For the sound recordings, they were asked to speak about whatever they felt comfortable with in terms of their lives or beliefs as Muslims; given a list of suggested themes (including religion, the hijab, 9/11, prejudice experienced); and taboo themes such as divorce and sexuality were tacitly avoided to maintain comfort levels. The editing reduced repetition while representing the range of opinions expressed, keeping some of the naïveté and embarrassed laughter but doing justice to the subjects’ efforts to present themselves publicly (14). Most explicitly characterised themselves primarily as part of family and social networks or communities – those from Islamic schools being more self-confident about their position within Muslim traditions and religion; while state school students preferred to describe how they personally and collectively behaved and were treated as Muslims.

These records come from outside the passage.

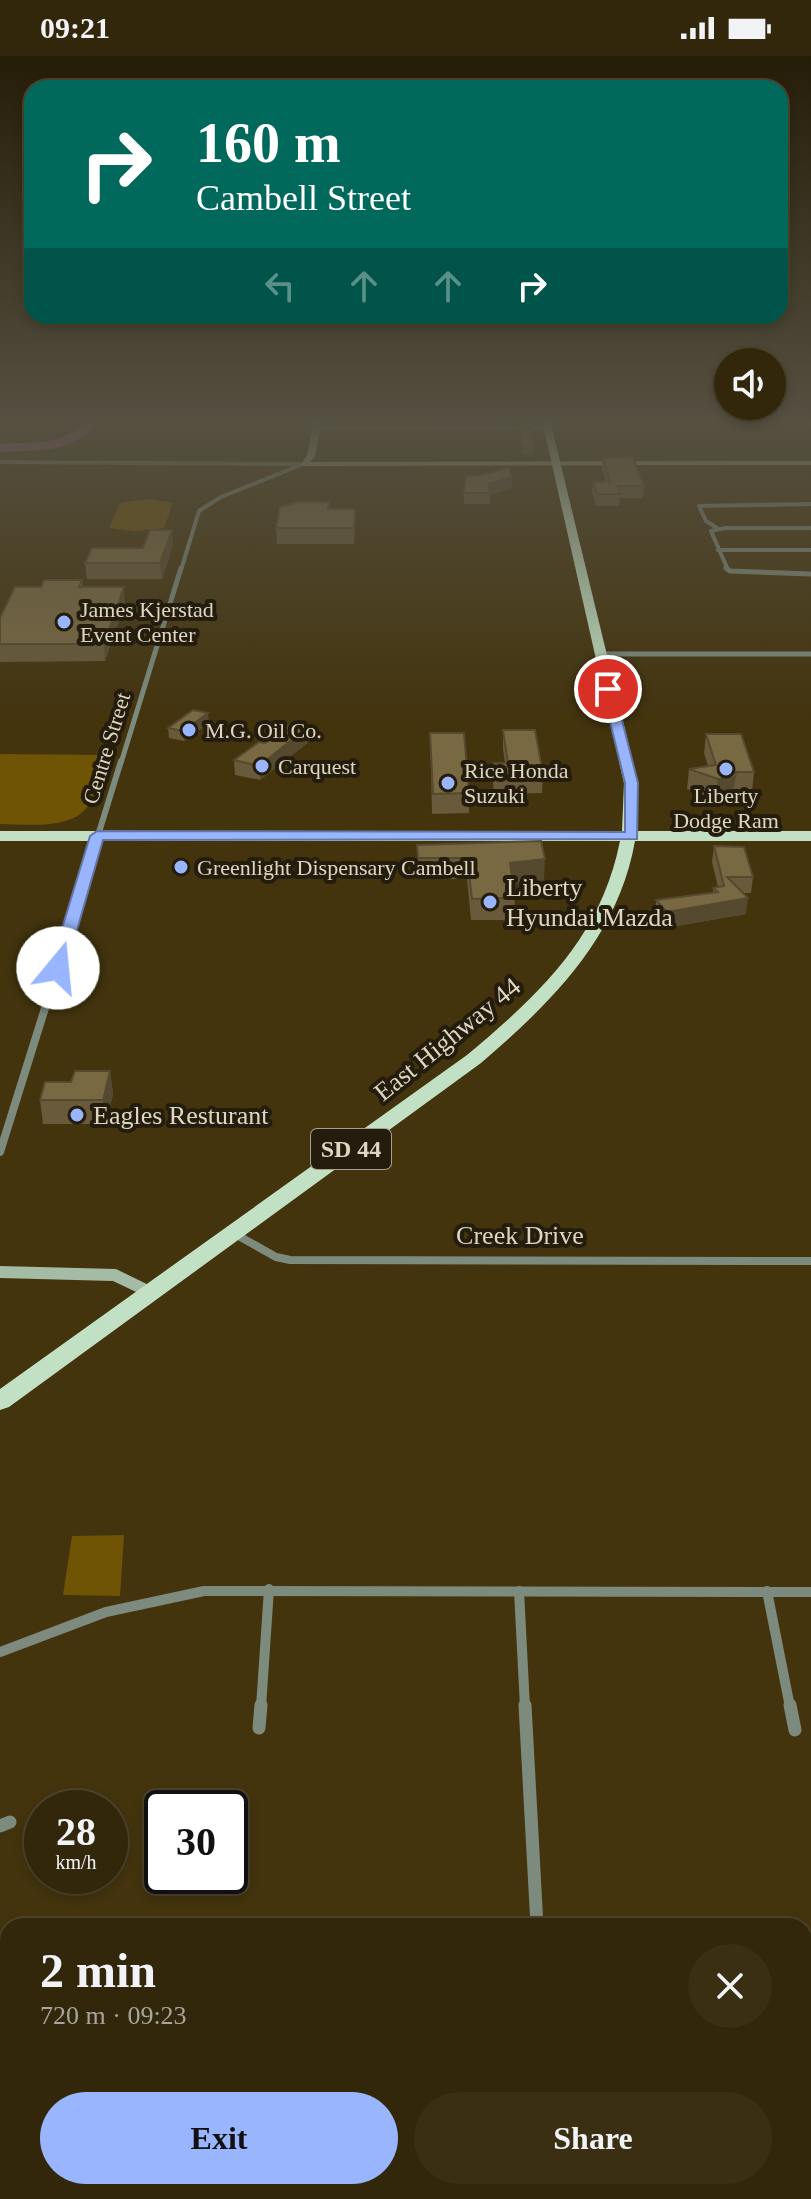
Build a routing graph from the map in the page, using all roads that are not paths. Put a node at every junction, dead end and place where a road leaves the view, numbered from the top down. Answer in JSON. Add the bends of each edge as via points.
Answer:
{"nodes":[{"id":1,"x":197,"y":516,"type":"edge"},
{"id":2,"x":568,"y":516,"type":"edge"},
{"id":3,"x":704,"y":516,"type":"edge"},
{"id":4,"x":717,"y":528,"type":"junction"},
{"id":5,"x":811,"y":528,"type":"edge"},
{"id":6,"x":718,"y":550,"type":"junction"},
{"id":7,"x":811,"y":550,"type":"edge"},
{"id":8,"x":811,"y":574,"type":"edge"},
{"id":9,"x":599,"y":654,"type":"junction"},
{"id":10,"x":811,"y":654,"type":"edge"},
{"id":11,"x":0,"y":836,"type":"edge"},
{"id":12,"x":97,"y":836,"type":"junction"},
{"id":13,"x":632,"y":836,"type":"junction"},
{"id":14,"x":811,"y":836,"type":"edge"},
{"id":15,"x":0,"y":1152,"type":"edge"},
{"id":16,"x":235,"y":1234,"type":"junction"},
{"id":17,"x":811,"y":1261,"type":"edge"},
{"id":18,"x":0,"y":1272,"type":"edge"},
{"id":19,"x":151,"y":1293,"type":"junction"},
{"id":20,"x":0,"y":1401,"type":"edge"},
{"id":21,"x":269,"y":1589,"type":"junction"},
{"id":22,"x":519,"y":1591,"type":"junction"},
{"id":23,"x":767,"y":1591,"type":"junction"},
{"id":24,"x":811,"y":1592,"type":"edge"},
{"id":25,"x":0,"y":1652,"type":"edge"},
{"id":26,"x":259,"y":1728,"type":"dead end"},
{"id":27,"x":795,"y":1730,"type":"dead end"},
{"id":28,"x":537,"y":1918,"type":"edge"}],
"edges":[{"from":1,"to":12,"type":"street","name":"Centre Street"},
{"from":2,"to":9,"type":"main road","number":"SD 44"},
{"from":3,"to":4,"type":"street"},
{"from":4,"to":5,"type":"street"},
{"from":4,"to":6,"type":"street","via":[[711,531]]},
{"from":6,"to":7,"type":"street"},
{"from":6,"to":8,"type":"street","via":[[726,568],[734,572]]},
{"from":9,"to":10,"type":"street"},
{"from":9,"to":13,"type":"main road","number":"SD 44","via":[[631,783]]},
{"from":11,"to":12,"type":"main road"},
{"from":12,"to":13,"type":"main road"},
{"from":12,"to":15,"type":"street","name":"Centre Street"},
{"from":13,"to":14,"type":"main road"},
{"from":13,"to":16,"type":"main road","name":"East Highway 44","number":"SD 44","via":[[599,926],[542,999],[462,1068]]},
{"from":16,"to":17,"type":"street","name":"Creek Drive","via":[[290,1260]]},
{"from":16,"to":19,"type":"main road","name":"East Highway 44","number":"SD 44"},
{"from":18,"to":19,"type":"street","via":[[116,1275]]},
{"from":19,"to":20,"type":"main road","name":"East Highway 44","number":"SD 44"},
{"from":21,"to":22,"type":"street"},
{"from":21,"to":25,"type":"street","via":[[204,1591],[150,1601]]},
{"from":21,"to":26,"type":"street"},
{"from":22,"to":23,"type":"street"},
{"from":22,"to":28,"type":"street"},
{"from":23,"to":24,"type":"street"},
{"from":23,"to":27,"type":"street"}]}
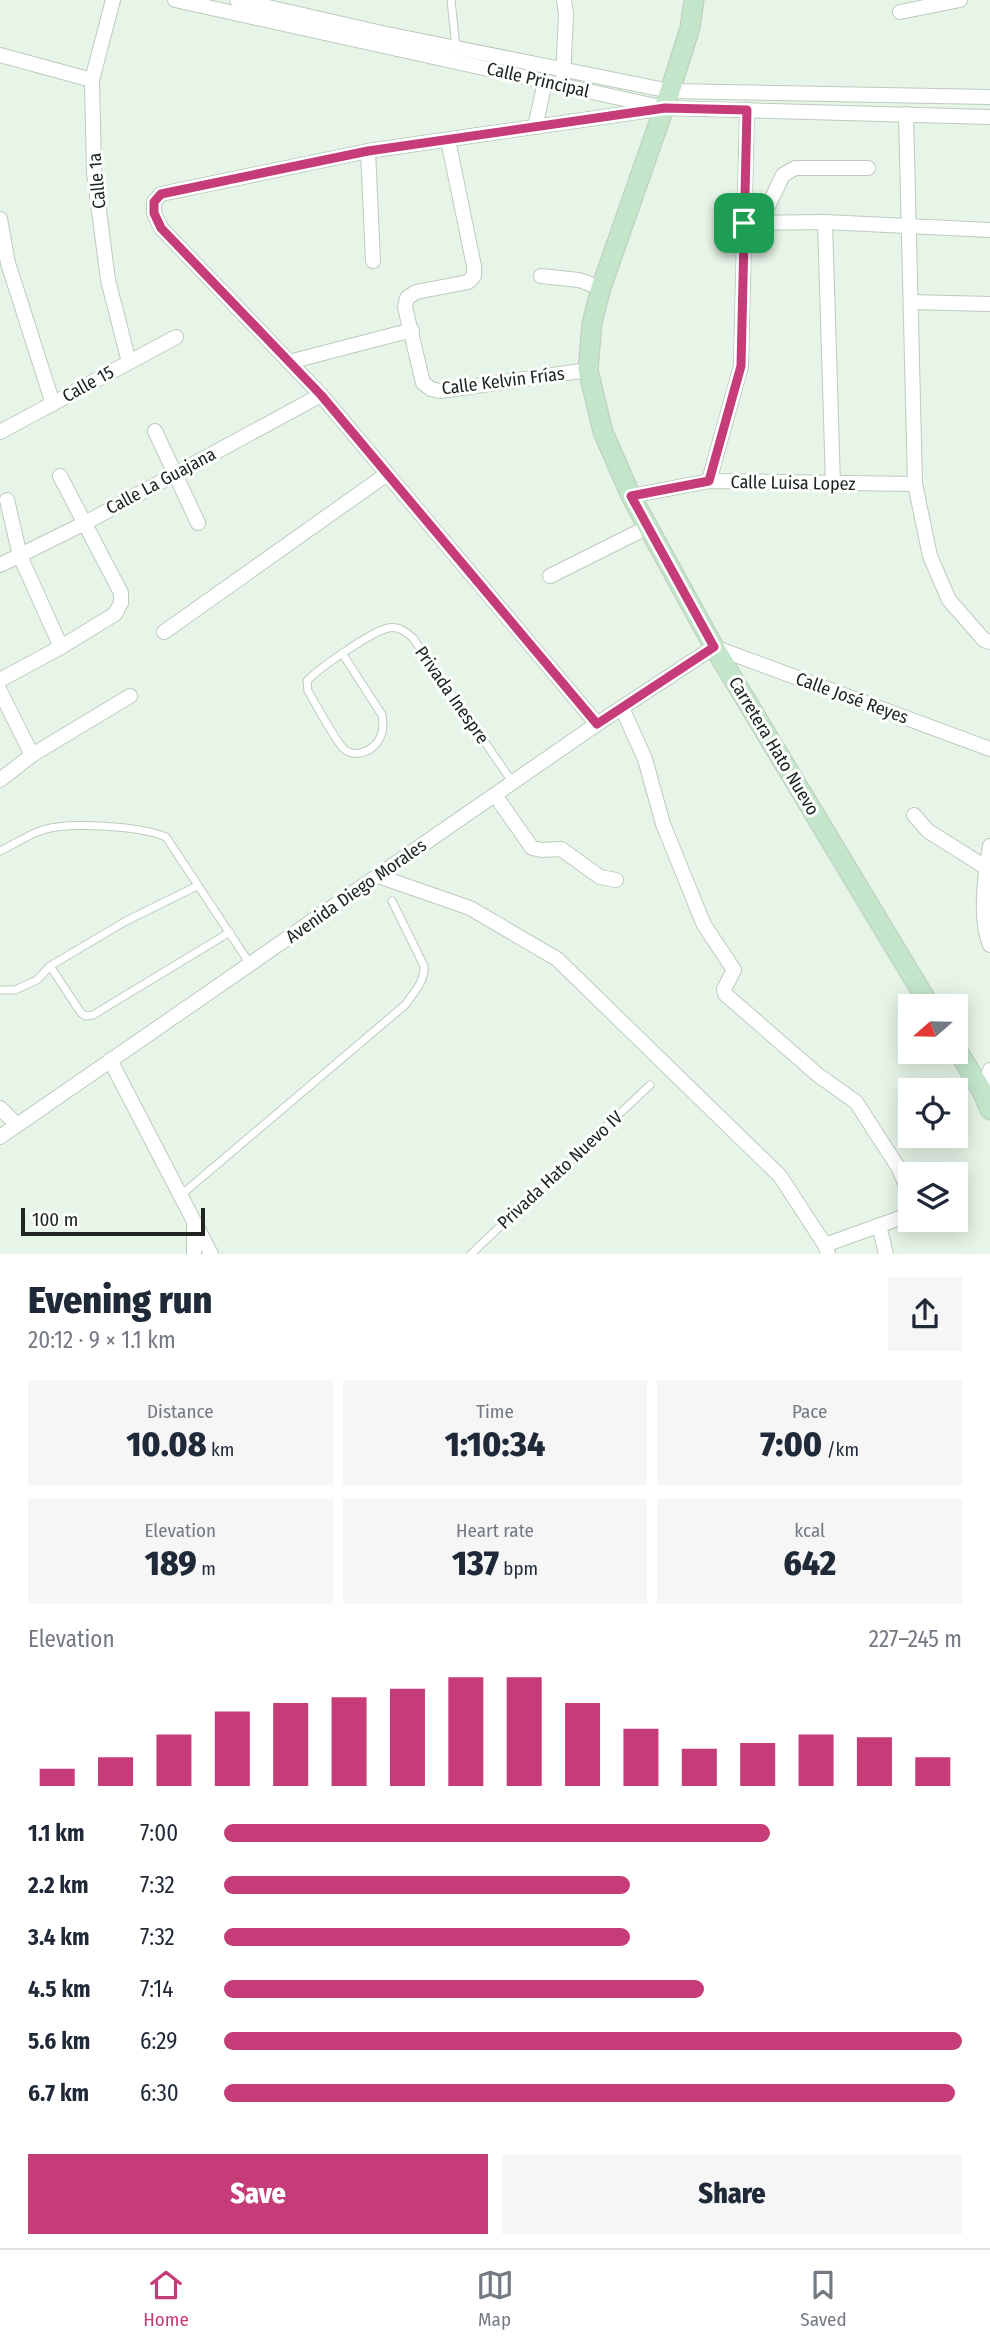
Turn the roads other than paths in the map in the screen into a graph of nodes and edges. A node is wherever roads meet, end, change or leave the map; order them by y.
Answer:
1 (113, 0) edge
2 (175, 0) edge
3 (237, 0) edge
4 (451, 0) edge
5 (564, 0) edge
6 (694, 0) edge
7 (960, 0) edge
8 (900, 12) dead end
9 (456, 48) junction
10 (0, 55) edge
11 (564, 68) junction
12 (92, 80) junction
13 (545, 82) junction
14 (563, 86) junction
15 (990, 97) edge
16 (667, 100) junction
17 (747, 110) junction
18 (906, 114) junction
19 (990, 117) edge
20 (535, 127) junction
21 (448, 140) junction
22 (368, 151) junction
23 (868, 168) dead end
24 (0, 219) edge
25 (825, 222) junction
26 (744, 223) junction
27 (760, 223) junction
28 (909, 226) junction
29 (990, 230) edge
30 (373, 261) dead end
31 (541, 276) dead end
32 (601, 288) junction
33 (911, 302) junction
34 (990, 304) edge
35 (412, 330) junction
36 (176, 337) dead end
37 (129, 362) junction
38 (289, 362) junction
39 (588, 370) junction
40 (321, 395) junction
41 (53, 404) junction
42 (155, 431) dead end
43 (0, 432) edge
44 (175, 474) junction
45 (387, 474) junction
46 (60, 476) dead end
47 (709, 481) junction
48 (833, 484) junction
49 (915, 484) junction
50 (631, 496) junction
51 (8, 500) dead end
52 (85, 523) junction
53 (198, 523) dead end
54 (648, 527) junction
55 (20, 556) junction
56 (0, 565) edge
57 (550, 576) dead end
58 (164, 632) dead end
59 (990, 642) edge
60 (61, 647) junction
61 (714, 647) junction
62 (342, 653) junction
63 (0, 680) edge
64 (0, 691) edge
65 (130, 696) dead end
66 (622, 708) junction
67 (597, 724) junction
68 (990, 748) edge
69 (32, 755) junction
70 (0, 780) edge
71 (513, 783) junction
72 (495, 795) junction
73 (914, 816) dead end
74 (990, 846) edge
75 (0, 851) edge
76 (988, 870) edge
77 (378, 876) junction
78 (616, 880) dead end
79 (197, 886) junction
80 (392, 901) dead end
81 (230, 932) junction
82 (990, 945) edge
83 (250, 964) junction
84 (50, 966) junction
85 (0, 990) edge
86 (923, 994) edge
87 (110, 1060) junction
88 (966, 1064) edge
89 (990, 1070) edge
90 (650, 1085) dead end
91 (982, 1091) junction
92 (0, 1108) edge
93 (990, 1110) edge
94 (17, 1125) junction
95 (0, 1137) edge
96 (898, 1167) edge
97 (180, 1195) junction
98 (898, 1218) edge
99 (194, 1221) junction
100 (879, 1225) junction
101 (827, 1250) edge
102 (194, 1254) edge
103 (211, 1254) edge
104 (471, 1254) edge
105 (886, 1254) edge

1 - 12 street, Calle 1a
2 - 13 street, Calle Principal
3 - 9 street, Calle Principal
4 - 9 lane
5 - 11 street
6 - 16 main road, Carretera Hato Nuevo
7 - 8 street
9 - 11 street, Calle Principal
10 - 12 street
11 - 14 street
11 - 16 street, Calle Principal
12 - 37 street, Calle 1a
13 - 14 street, Calle Principal
13 - 20 street
14 - 16 street, Calle Principal
15 - 16 street, Calle Principal
16 - 17 street, Calle Principal
16 - 20 street
16 - 32 main road, Carretera Hato Nuevo
17 - 18 street, Calle Principal
17 - 26 street
18 - 19 street, Calle Principal
18 - 28 street
20 - 21 street
21 - 22 street
21 - 35 street, Calle Kelvin Frías
22 - 30 street
22 - 38 street
23 - 27 street
24 - 41 street
25 - 27 street
25 - 28 street
25 - 48 street
26 - 27 street
26 - 47 street
28 - 29 street
28 - 33 street
31 - 32 street
32 - 39 main road, Carretera Hato Nuevo
33 - 34 street
33 - 49 street
35 - 38 street
35 - 39 street, Calle Kelvin Frías
36 - 37 street, Calle 15
37 - 41 street, Calle 15
38 - 40 street
39 - 50 main road, Carretera Hato Nuevo
40 - 44 street, Calle La Guajana
40 - 45 street
41 - 43 street, Calle 15
42 - 44 street
44 - 52 street, Calle La Guajana
44 - 53 street
45 - 58 street
45 - 67 street
46 - 52 street
47 - 48 street, Calle Luisa Lopez
47 - 50 street, Calle Luisa Lopez
48 - 49 street, Calle Luisa Lopez
49 - 59 street
50 - 54 main road, Carretera Hato Nuevo
51 - 55 street
52 - 55 street, Calle La Guajana
52 - 60 street
54 - 57 street
54 - 61 main road, Carretera Hato Nuevo
55 - 56 street, Calle La Guajana
55 - 60 street
60 - 63 street
61 - 66 street, Avenida Diego Morales
61 - 68 street, Calle José Reyes
61 - 86 main road, Carretera Hato Nuevo
62 - 62 lane, Privada Inespre
62 - 71 lane, Privada Inespre
64 - 69 street
65 - 69 street
66 - 67 street, Avenida Diego Morales
66 - 96 street
67 - 71 street, Avenida Diego Morales
69 - 70 street
71 - 72 street, Avenida Diego Morales
72 - 77 street, Avenida Diego Morales
72 - 78 street
73 - 76 street
74 - 76 street
75 - 79 lane
76 - 82 street
77 - 83 street, Avenida Diego Morales
77 - 101 street
79 - 81 lane
79 - 84 lane
80 - 97 lane
81 - 83 lane
81 - 84 lane
83 - 87 street, Avenida Diego Morales
84 - 85 lane
87 - 94 street, Avenida Diego Morales
87 - 97 street
88 - 91 main road
89 - 91 street
90 - 104 lane, Privada Hato Nuevo IV
91 - 93 main road
92 - 94 street
94 - 95 street, Avenida Diego Morales
97 - 99 street
98 - 100 street
99 - 102 street
99 - 103 street
100 - 101 street
100 - 105 street

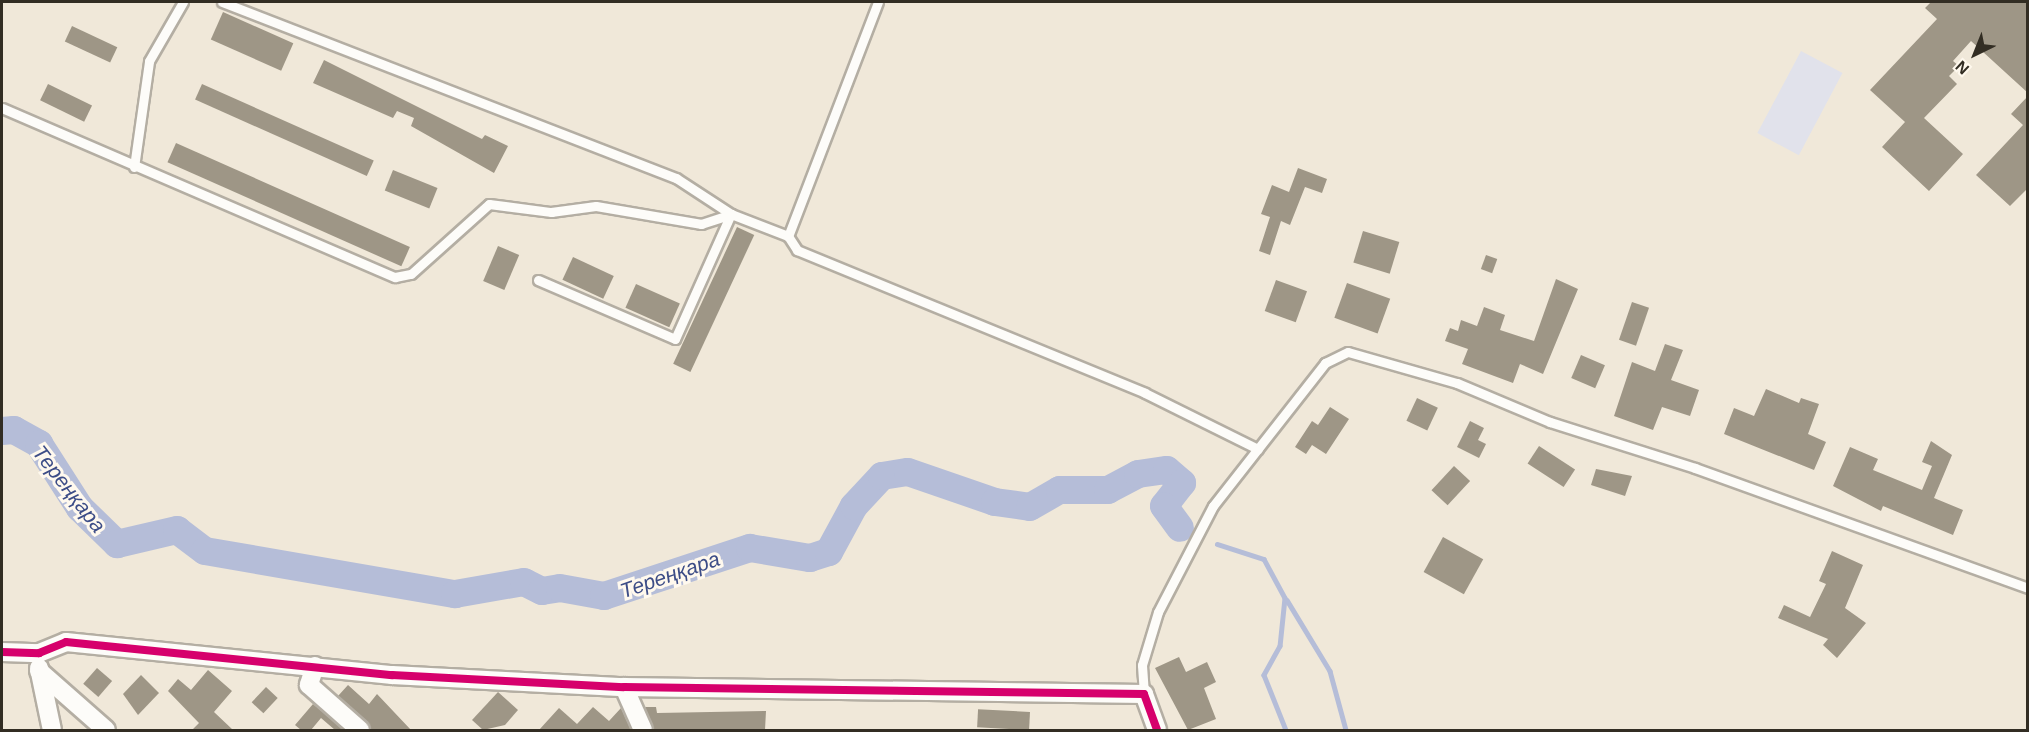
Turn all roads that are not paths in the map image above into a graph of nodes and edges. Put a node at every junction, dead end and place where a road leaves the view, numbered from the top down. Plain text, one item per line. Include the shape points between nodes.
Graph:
1 (183, 2) edge
2 (222, 2) edge
3 (878, 2) edge
4 (2, 108) edge
5 (134, 166) junction
6 (731, 214) junction
7 (788, 236) junction
8 (538, 280) dead end
9 (1258, 449) junction
10 (2028, 588) edge
11 (2, 652) edge
12 (39, 662) junction
13 (315, 666) junction
14 (624, 687) junction
15 (1144, 694) junction
16 (52, 730) edge
17 (106, 730) edge
18 (360, 730) edge
19 (643, 730) edge
20 (1157, 730) edge

1 - 5 lane via 149,61
2 - 6 lane via 676,178
3 - 7 lane
4 - 5 lane
5 - 6 lane via 395,277 411,273 489,204 551,212 596,206 701,224
6 - 7 lane
6 - 8 lane via 675,339
7 - 9 lane via 797,250 1145,393
9 - 10 lane via 1325,363 1348,352 1457,383 1550,422
9 - 15 lane via 1213,506 1158,612 1142,665
11 - 12 street
12 - 13 street via 66,642
12 - 16 street
12 - 17 street
13 - 14 street
13 - 18 street via 309,685
14 - 15 street
14 - 19 street
15 - 20 street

Given the briefing’s emphasis on women’s clothing and ‘Muslim’ ideas and behaviour, many of the statements discussed feminine roles and morality and women’s freedoms and status in Islam. However, it is noticeable that a very wide spectrum of attitudes was audible and visible, whether or not any pressure was felt from authority figures which may have impacted on what the girls said and did. In the pictures the gaze is to camera more often than averted, and the facial expressions and poses struck indicated feelings of being strong, sassy, secure, coy, defiant, vulnerable, knowing, proud, happy or challenging. Tones of voice included the forthright, hesitant, authoritative or thoughtful in criticising, justifying, demystifying, moralising, questioning, declaiming, complaining and explaining. Certainly, interpretations of domesticated, docile downpression on the part of these modern European young women would be hard to sustain irrespective of the degree of their piety, traditional observance of veiling, or modesty of expression.
2. Self Expression
Of course, the public collective identity of the Sisters was predetermined as Muslim and symbolised by the veil. Though necessary for the project’s purposes, this hindered the expression of other dimensions in the exploration of selfhood which might resonate with the experiences of viewers in different ways. The NMPFT exhibition After Cameron (15) also contains portrayals of a group of British Muslim women. These self-portraits were produced collectively but with no prescribed attention paid to the ethnic or cultural background of the subjects, and therefore no ‘burden of representation’ was placed upon them. With a stress on private and personal development rather than public presence, this provides an interesting contrast.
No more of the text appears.